Shared Hosting Pro and Con

I have started to encounter more and more instances where companies want to get out of the business of hosting websites themselves and since the price of outsourced web hosting has dropped the use of shared and dedicated server hosting has accelerated.  There are many security as well as non-security related factors that should go into the decision on which approach is best for your application and I wanted to summarize them here.

I realize that to many people this is not news, but I am finding all too often that for a large part of the population this is a new insight so I intend to occasionally provide basic info as well as any advanced data that I can provide on both security and the growing practice of hosting sites with 3rd parties.

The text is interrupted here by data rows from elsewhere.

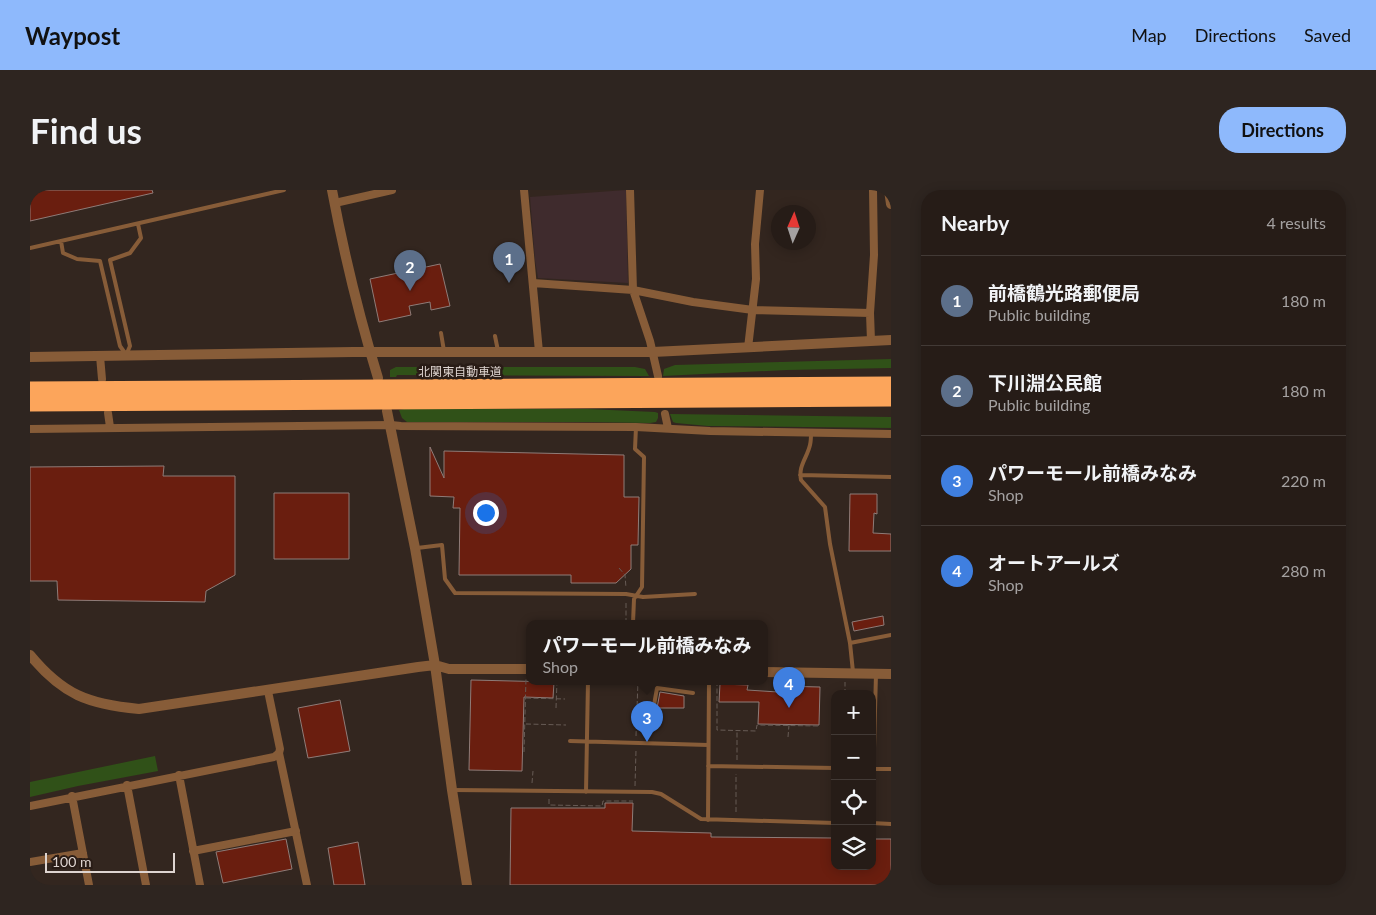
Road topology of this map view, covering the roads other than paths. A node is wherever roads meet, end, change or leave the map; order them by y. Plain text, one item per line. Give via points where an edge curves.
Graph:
1 (284, 190) edge
2 (332, 190) edge
3 (392, 190) edge
4 (524, 190) edge
5 (630, 190) edge
6 (760, 190) edge
7 (873, 190) edge
8 (889, 190) edge
9 (335, 203) junction
10 (891, 204) edge
11 (138, 224) junction
12 (61, 241) junction
13 (30, 248) edge
14 (110, 260) junction
15 (100, 261) junction
16 (533, 283) junction
17 (633, 290) junction
18 (753, 310) junction
19 (870, 313) junction
20 (441, 333) dead end
21 (495, 336) dead end
22 (891, 340) edge
23 (871, 341) junction
24 (748, 348) junction
25 (539, 352) junction
26 (653, 352) junction
27 (371, 353) junction
28 (444, 353) junction
29 (498, 353) junction
30 (126, 355) junction
31 (100, 356) junction
32 (30, 357) edge
33 (891, 374) edge
34 (658, 376) dead end
35 (378, 378) dead end
36 (102, 379) dead end
37 (891, 384) edge
38 (695, 385) junction
39 (30, 389) edge
40 (891, 399) edge
41 (712, 400) junction
42 (30, 404) edge
43 (891, 409) edge
44 (387, 411) dead end
45 (108, 413) dead end
46 (665, 414) dead end
47 (391, 425) junction
48 (636, 427) junction
49 (110, 428) junction
50 (668, 428) junction
51 (30, 429) edge
52 (811, 433) junction
53 (891, 434) edge
54 (800, 475) junction
55 (891, 477) edge
56 (415, 548) junction
57 (695, 594) dead end
58 (635, 595) junction
59 (633, 620) edge
60 (891, 635) edge
61 (850, 643) junction
62 (30, 655) edge
63 (435, 665) junction
64 (768, 672) edge
65 (526, 673) edge
66 (876, 674) junction
67 (891, 674) edge
68 (849, 678) junction
69 (588, 685) edge
70 (709, 685) edge
71 (268, 691) junction
72 (693, 693) dead end
73 (649, 712) dead end
74 (874, 735) edge
75 (570, 741) dead end
76 (587, 741) junction
77 (708, 745) junction
78 (279, 753) junction
79 (708, 766) junction
80 (831, 768) edge
81 (876, 769) edge
82 (891, 769) edge
83 (180, 775) junction
84 (127, 785) junction
85 (452, 790) junction
86 (586, 792) junction
87 (72, 796) junction
88 (30, 806) edge
89 (708, 820) junction
90 (831, 822) edge
91 (876, 823) edge
92 (891, 824) edge
93 (296, 831) junction
94 (193, 851) junction
95 (83, 853) junction
96 (30, 862) edge
97 (89, 885) edge
98 (146, 885) edge
99 (200, 885) edge
100 (307, 885) edge
101 (467, 885) edge

1 - 11 lane
2 - 9 street
3 - 9 street
4 - 16 street
5 - 17 street
6 - 18 street
7 - 19 street via 874,255
8 - 10 street
9 - 27 street
11 - 12 lane
11 - 14 lane via 141,238 130,252
12 - 13 lane
12 - 15 lane via 63,253 77,259
14 - 15 lane
14 - 30 lane via 130,346
15 - 30 lane via 120,346
16 - 17 street
16 - 25 street
17 - 18 street
17 - 26 street
18 - 19 street
18 - 24 street
19 - 23 street
20 - 28 lane
21 - 29 lane
22 - 23 street
23 - 24 street
24 - 26 street
25 - 26 street
25 - 29 street
26 - 34 street
27 - 28 street
27 - 30 street
27 - 35 street
28 - 29 street
30 - 31 street
31 - 32 street
31 - 36 street
33 - 38 highway
37 - 38 highway, 北関東自動車道
38 - 39 highway, 北関東自動車道
40 - 41 highway
41 - 42 highway
41 - 43 highway
44 - 47 street
45 - 49 street
46 - 50 street
47 - 48 street
47 - 49 street
47 - 56 street
48 - 50 street
48 - 58 lane via 636,449 644,459 642,587
49 - 51 street
50 - 52 street
52 - 53 street
52 - 54 lane
54 - 55 lane
54 - 61 lane via 825,507
56 - 58 lane via 442,545 444,579 455,593
56 - 63 street
57 - 58 lane
58 - 59 lane
60 - 61 lane
61 - 68 lane
62 - 71 street via 62,687 108,706 139,710
63 - 65 street
63 - 71 street
63 - 85 street
64 - 68 street
66 - 67 street
66 - 68 street
66 - 74 lane
69 - 76 lane
70 - 77 lane
71 - 78 street
72 - 73 lane via 657,688 654,705
75 - 76 lane
76 - 77 lane
76 - 86 lane
77 - 79 lane
78 - 83 street
78 - 93 street
79 - 80 lane
79 - 89 lane
81 - 82 lane
83 - 84 street
83 - 94 street
84 - 87 street
84 - 98 street
85 - 86 lane
85 - 101 street
86 - 89 lane via 657,792
87 - 88 street
87 - 95 street
89 - 90 lane
91 - 92 lane
93 - 94 street
93 - 100 street
94 - 99 street
95 - 96 street
95 - 97 street

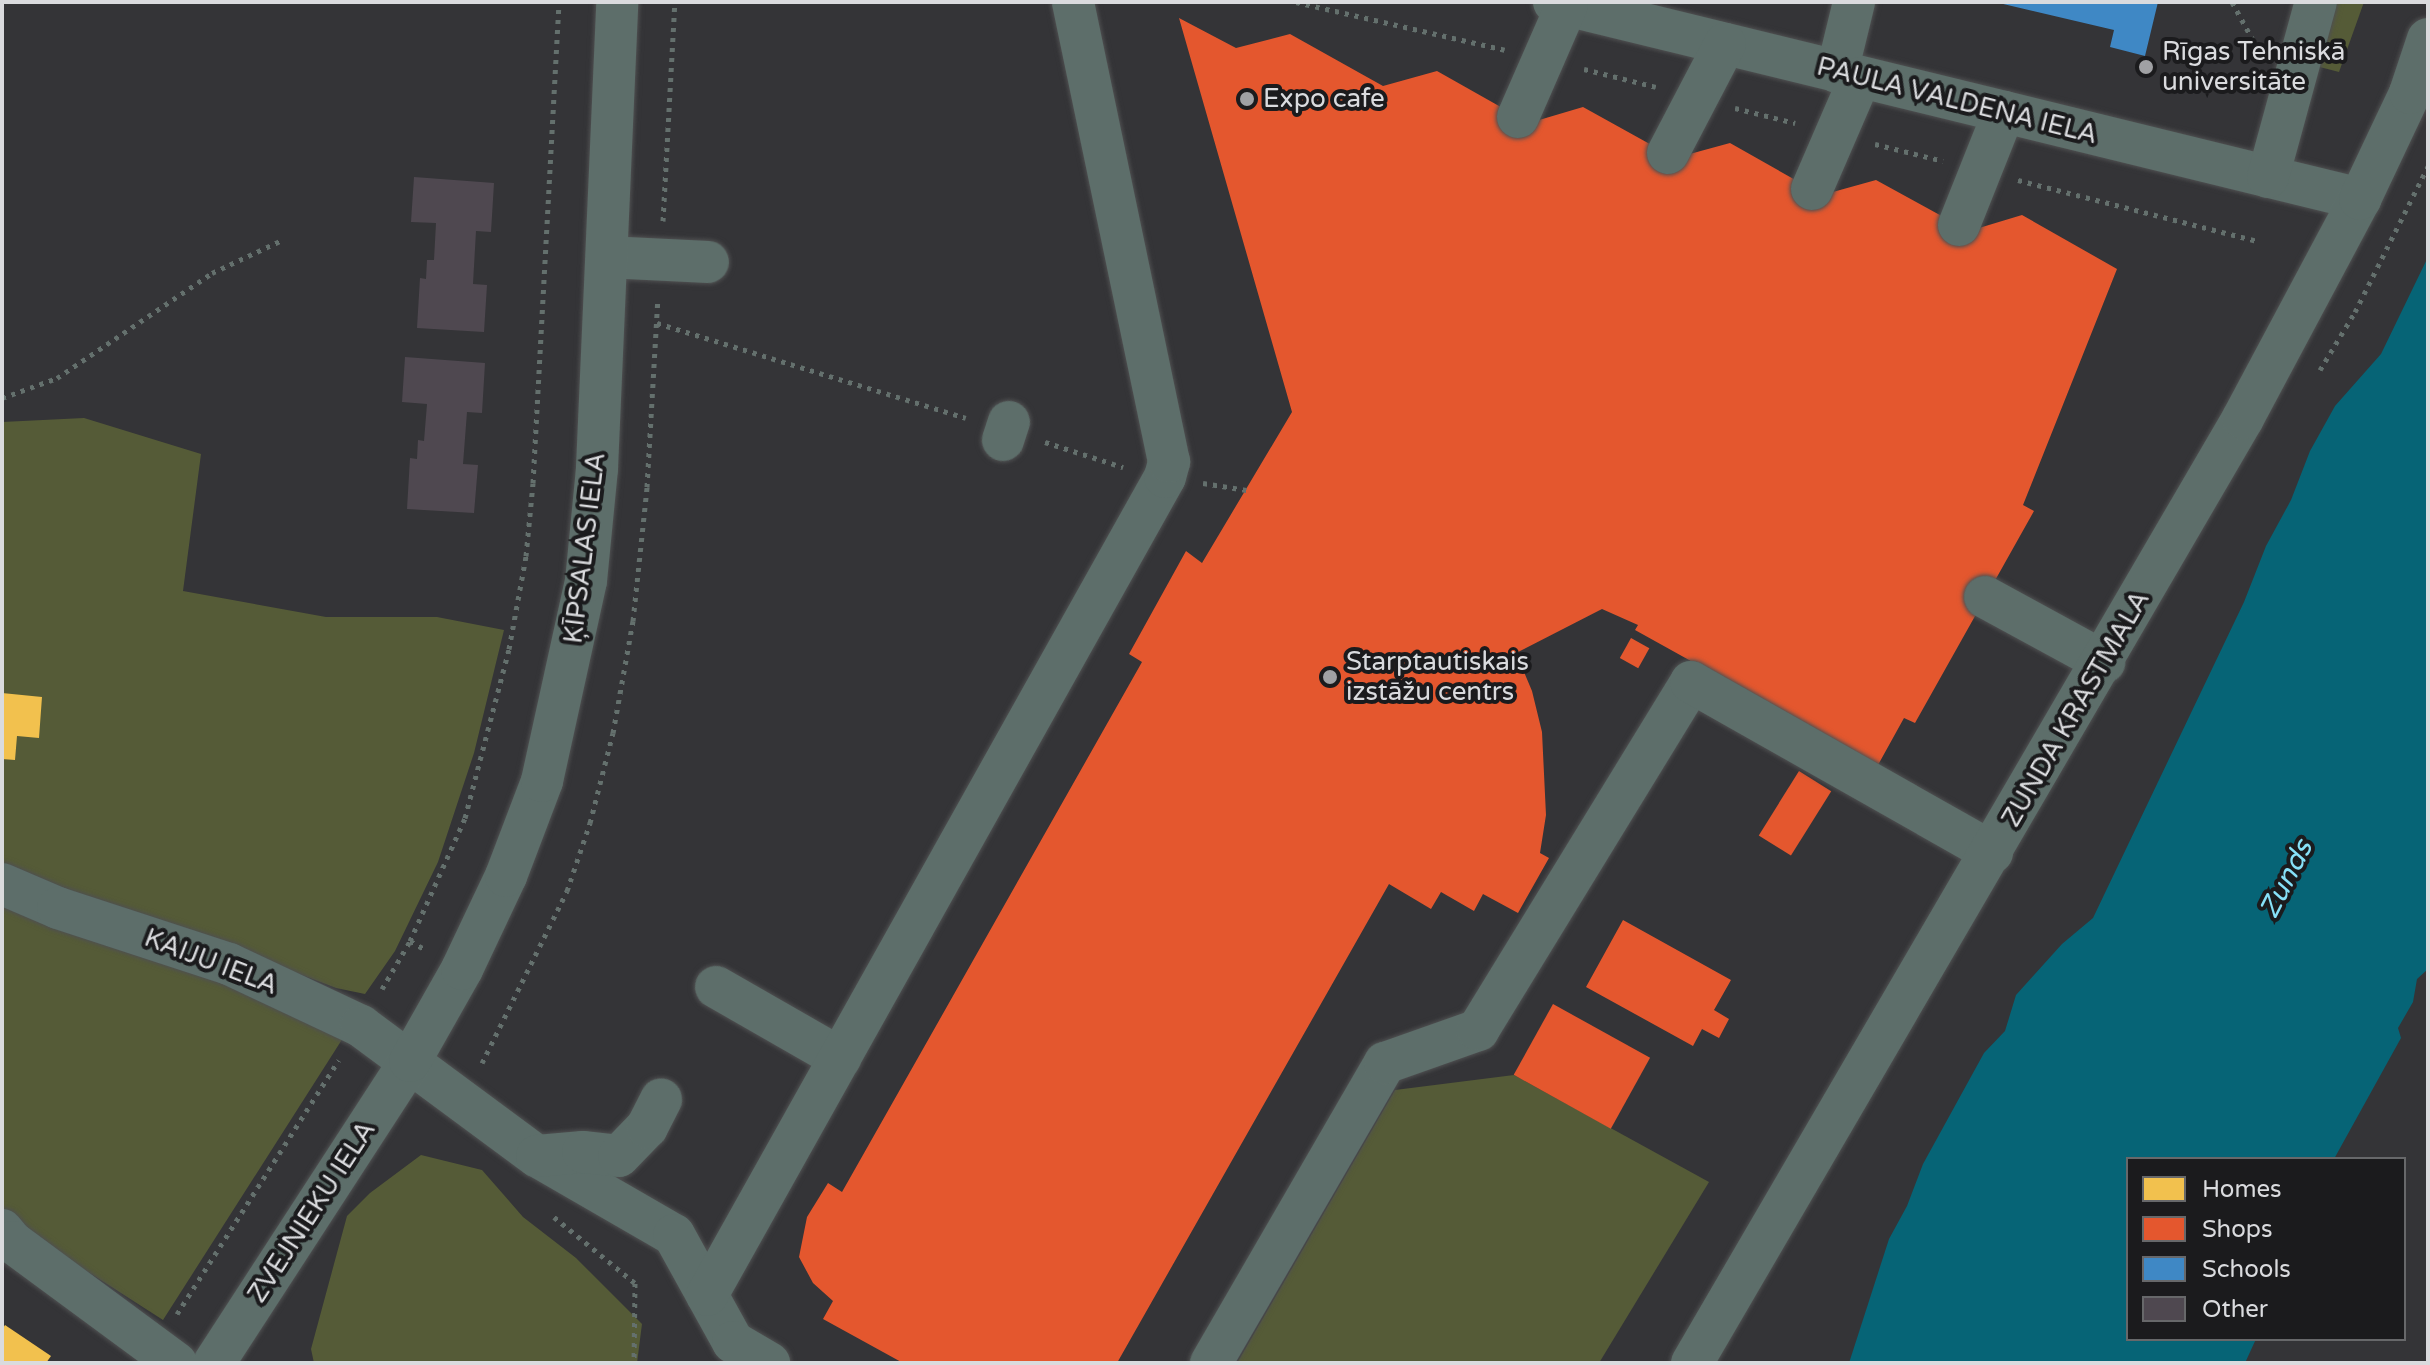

A 3rd party hosting company can afford to maintain servers at a fraction of the cost that anyone in any other business can manage.  When you sign up for a web hosting company to put your site on their server you are typically looking at a very low price (under $20 per month and sometimes under $5 per month) and in these cases the web hosting company is actually not using a dedicated server for your site.  If they were then they would be out of business very soon.  The fact is that in this situation you are signing up for shared hosting and that means that your website might me one of dozens or even hundreds of other web sites hosted on that same server.  The advantages of this model of course is the price.  You could never get a dedicated server for the same price (they typically run over $100 per month for the bare bones package and can run into the thousands per month depending on the bells and whistles you require).  The disadvantages of shared hosting are more numerous in my opinion than the advantages.  On a Shared Hosting plan you cannot install any software that isn’t already part of the package, you might be sharing the same IP address as many other sites and the server is distinguishing requests by address once they arrive at the server, and most importantly if someone on the same server as you compromises the server with their web application (in the case of dynamic code) then your site is going to be dragged down too.

This isn’t an attempt to completely scare you off of Shared Hosting solutions, but be warned about the disadvantages before you jump at the price.  I use shared hosting of simple sites that I consider low security, for everything else I go Dedicated Server all the way.  I see efforts to save money or time as the most common sources of bad judgement calls that undermine security.